»»

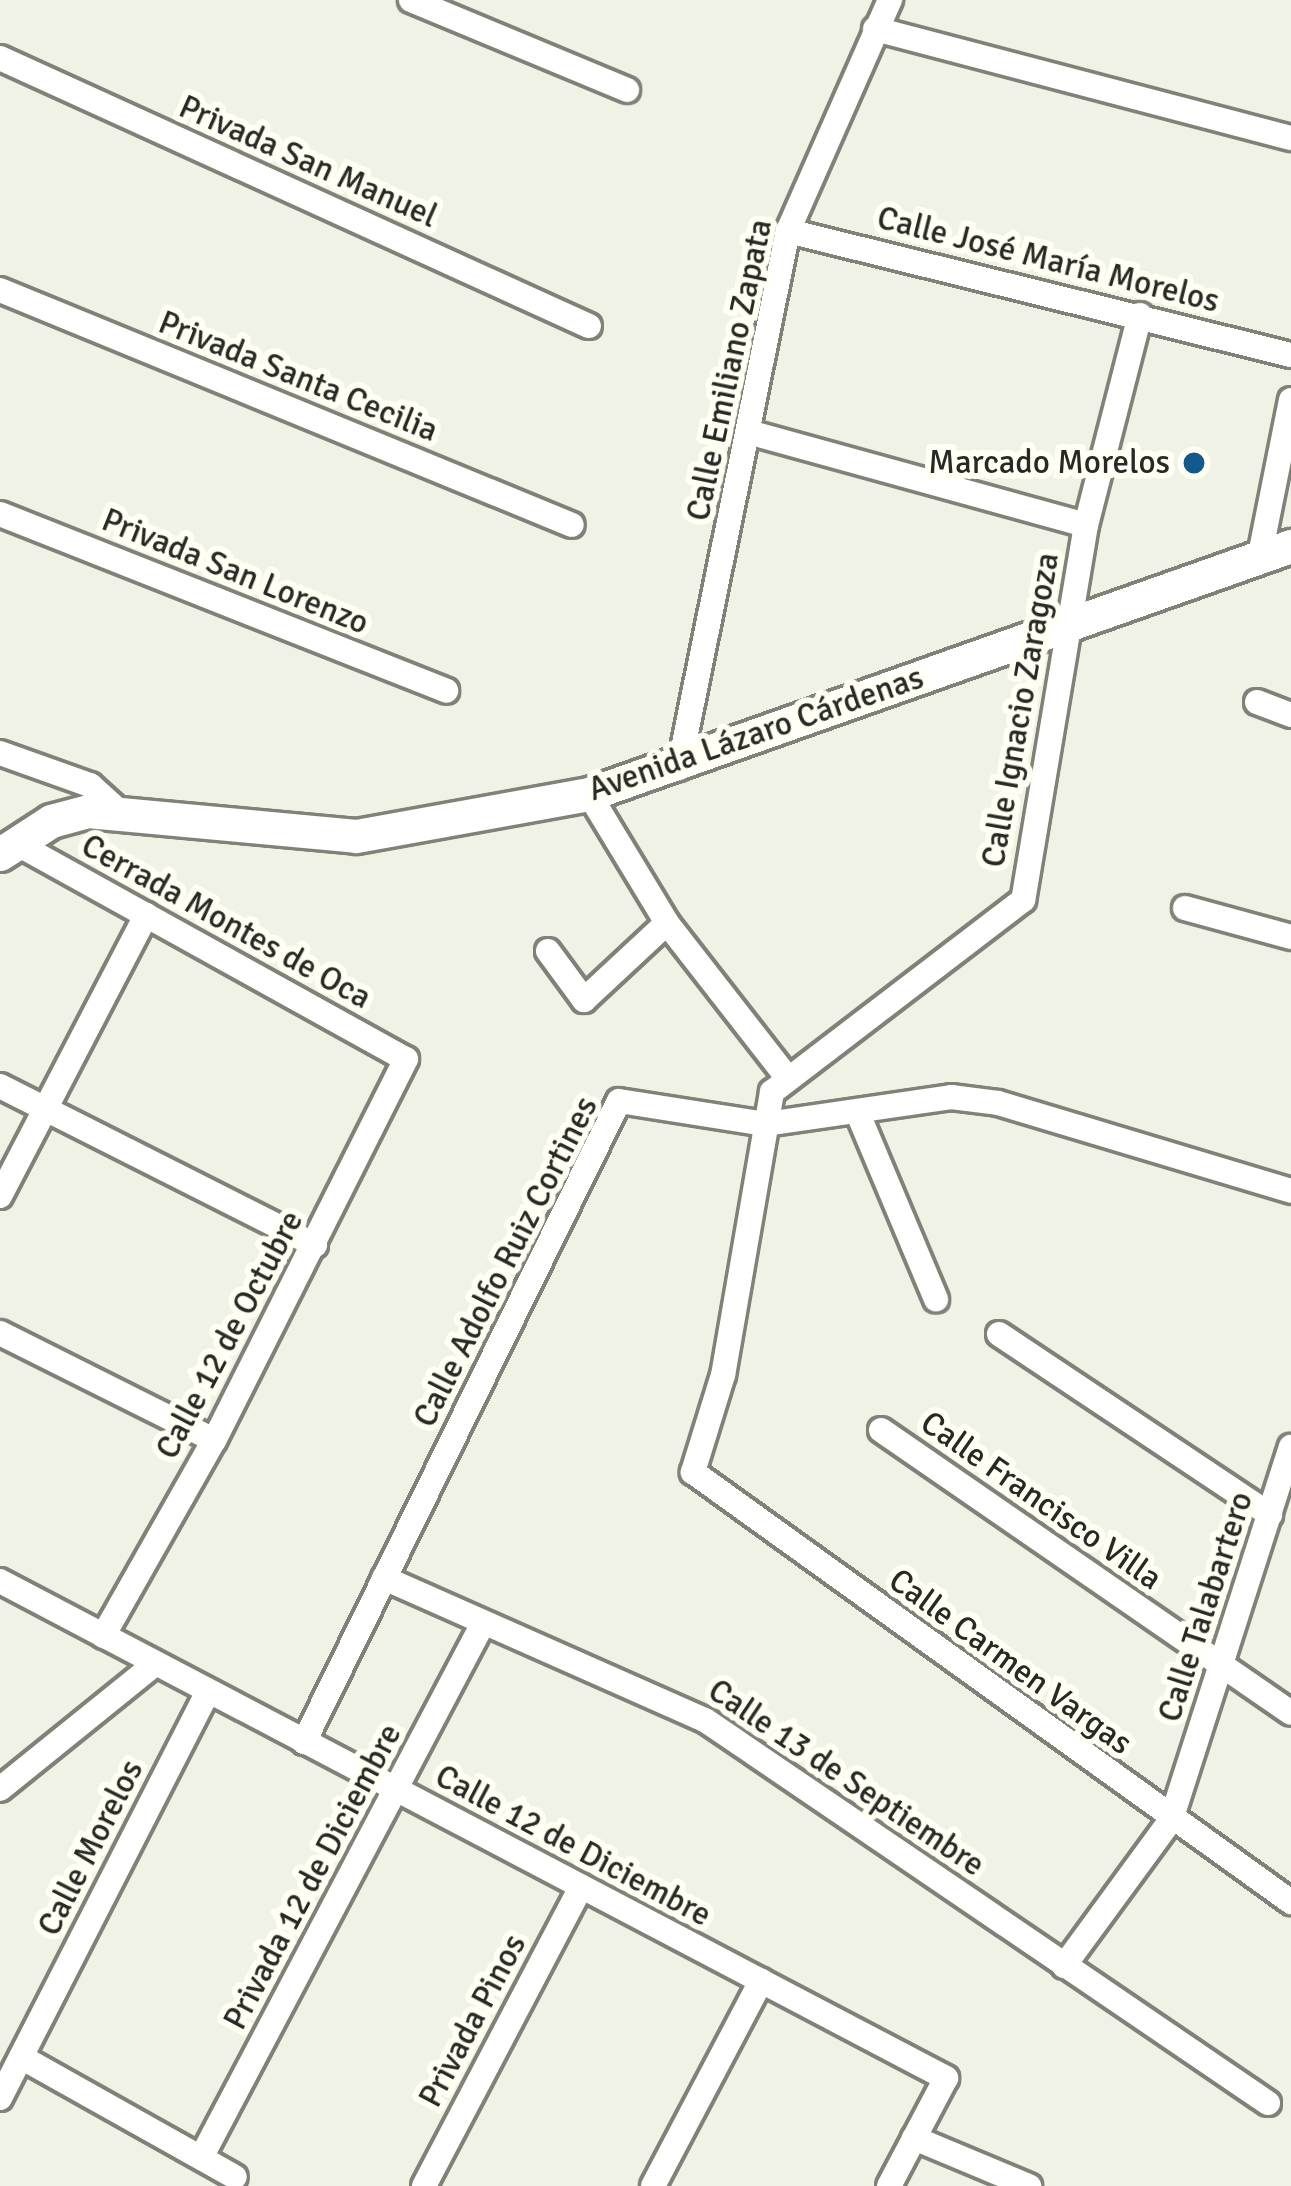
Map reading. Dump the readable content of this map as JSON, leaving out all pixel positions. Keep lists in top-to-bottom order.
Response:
{
  "streets": {
    "street": [
      "Privada San Manuel",
      "Calle José María Morelos",
      "Calle Emiliano Zapata",
      "Privada Santa Cecilia",
      "Privada San Lorenzo",
      "Calle Ignacio Zaragoza",
      "Avenida Lázaro Cárdenas",
      "Cerrada Montes de Oca",
      "Calle Adolfo Ruiz Cortines",
      "Calle 12 de Octubre",
      "Calle Francisco Villa",
      "Calle Talabartero",
      "Calle Carmen Vargas",
      "Calle 13 de Septiembre",
      "Calle 12 de Diciembre",
      "Calle Morelos",
      "Privada 12 de Diciembre",
      "Privada Pinos"
    ]
  },
  "crossings": [
    ["Calle José María Morelos", "Calle Emiliano Zapata"],
    ["Calle José María Morelos", "Calle Ignacio Zaragoza"],
    ["Calle Emiliano Zapata", "Avenida Lázaro Cárdenas"],
    ["Calle Ignacio Zaragoza", "Avenida Lázaro Cárdenas"],
    ["Calle Ignacio Zaragoza", "Calle Adolfo Ruiz Cortines"],
    ["Calle Ignacio Zaragoza", "Calle Carmen Vargas"],
    ["Avenida Lázaro Cárdenas", "Cerrada Montes de Oca"],
    ["Cerrada Montes de Oca", "Calle 12 de Octubre"],
    ["Calle Adolfo Ruiz Cortines", "Calle 13 de Septiembre"],
    ["Calle Adolfo Ruiz Cortines", "Calle 12 de Diciembre"],
    ["Calle 12 de Octubre", "Calle 12 de Diciembre"],
    ["Calle Francisco Villa", "Calle Talabartero"],
    ["Calle Talabartero", "Calle Carmen Vargas"],
    ["Calle Talabartero", "Calle 13 de Septiembre"],
    ["Calle 13 de Septiembre", "Privada 12 de Diciembre"],
    ["Calle 12 de Diciembre", "Calle Morelos"],
    ["Calle 12 de Diciembre", "Privada 12 de Diciembre"],
    ["Calle 12 de Diciembre", "Privada Pinos"]
  ],
  "places": ["Marcado Morelos"]
}
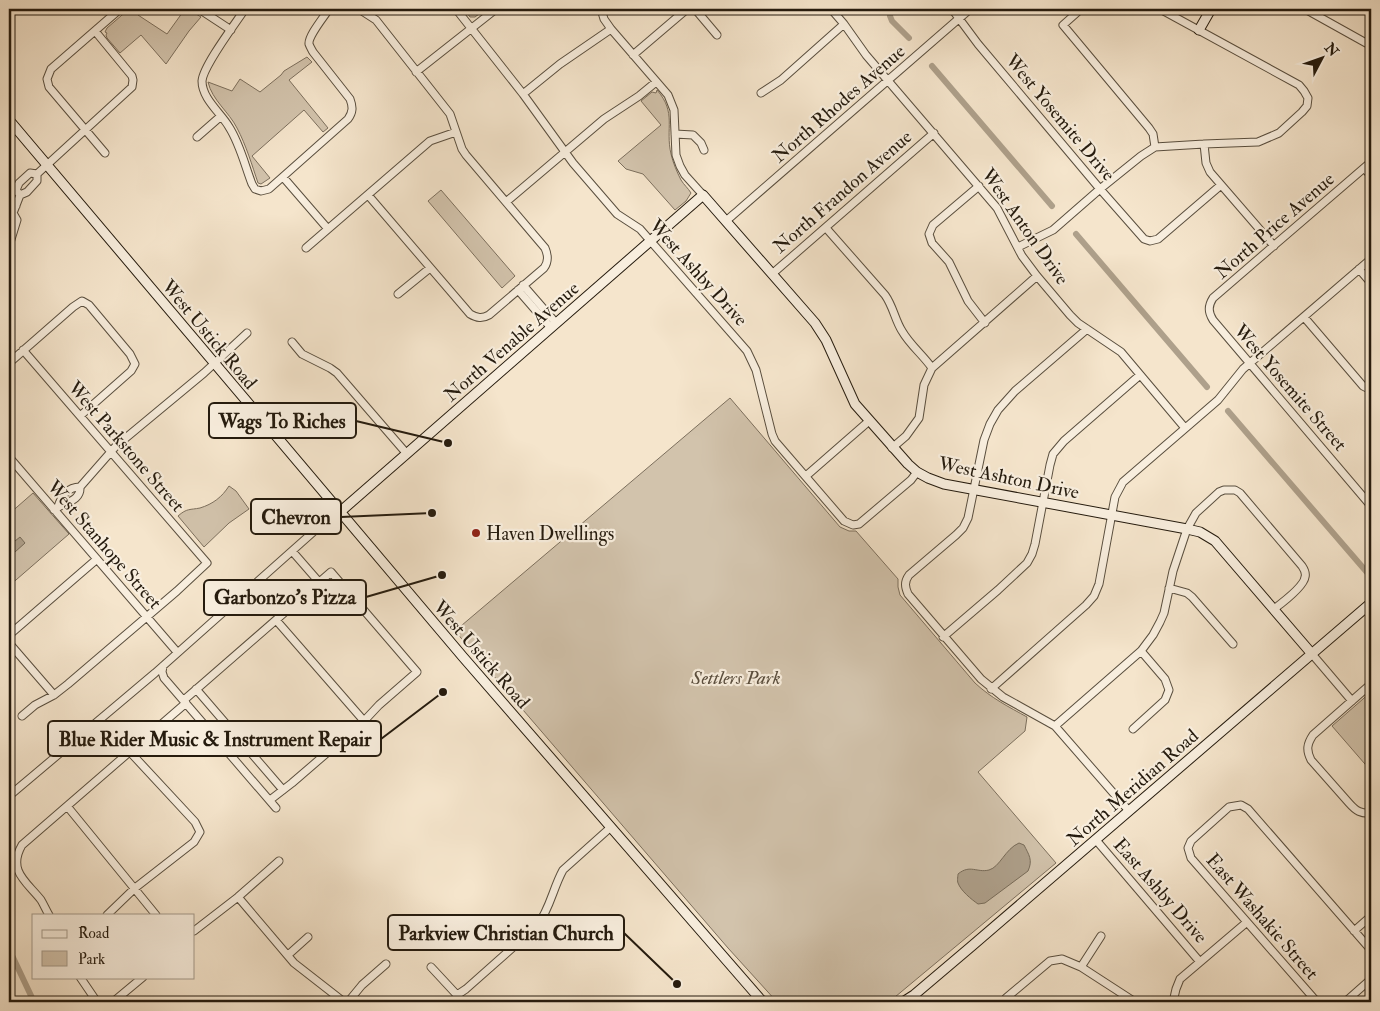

««

__What the task asks__
Every line with the string "Villa" in the material should be returned.

__Exercise response__
      "Calle Francisco Villa",
    ["Calle Francisco Villa", "Calle Talabartero"],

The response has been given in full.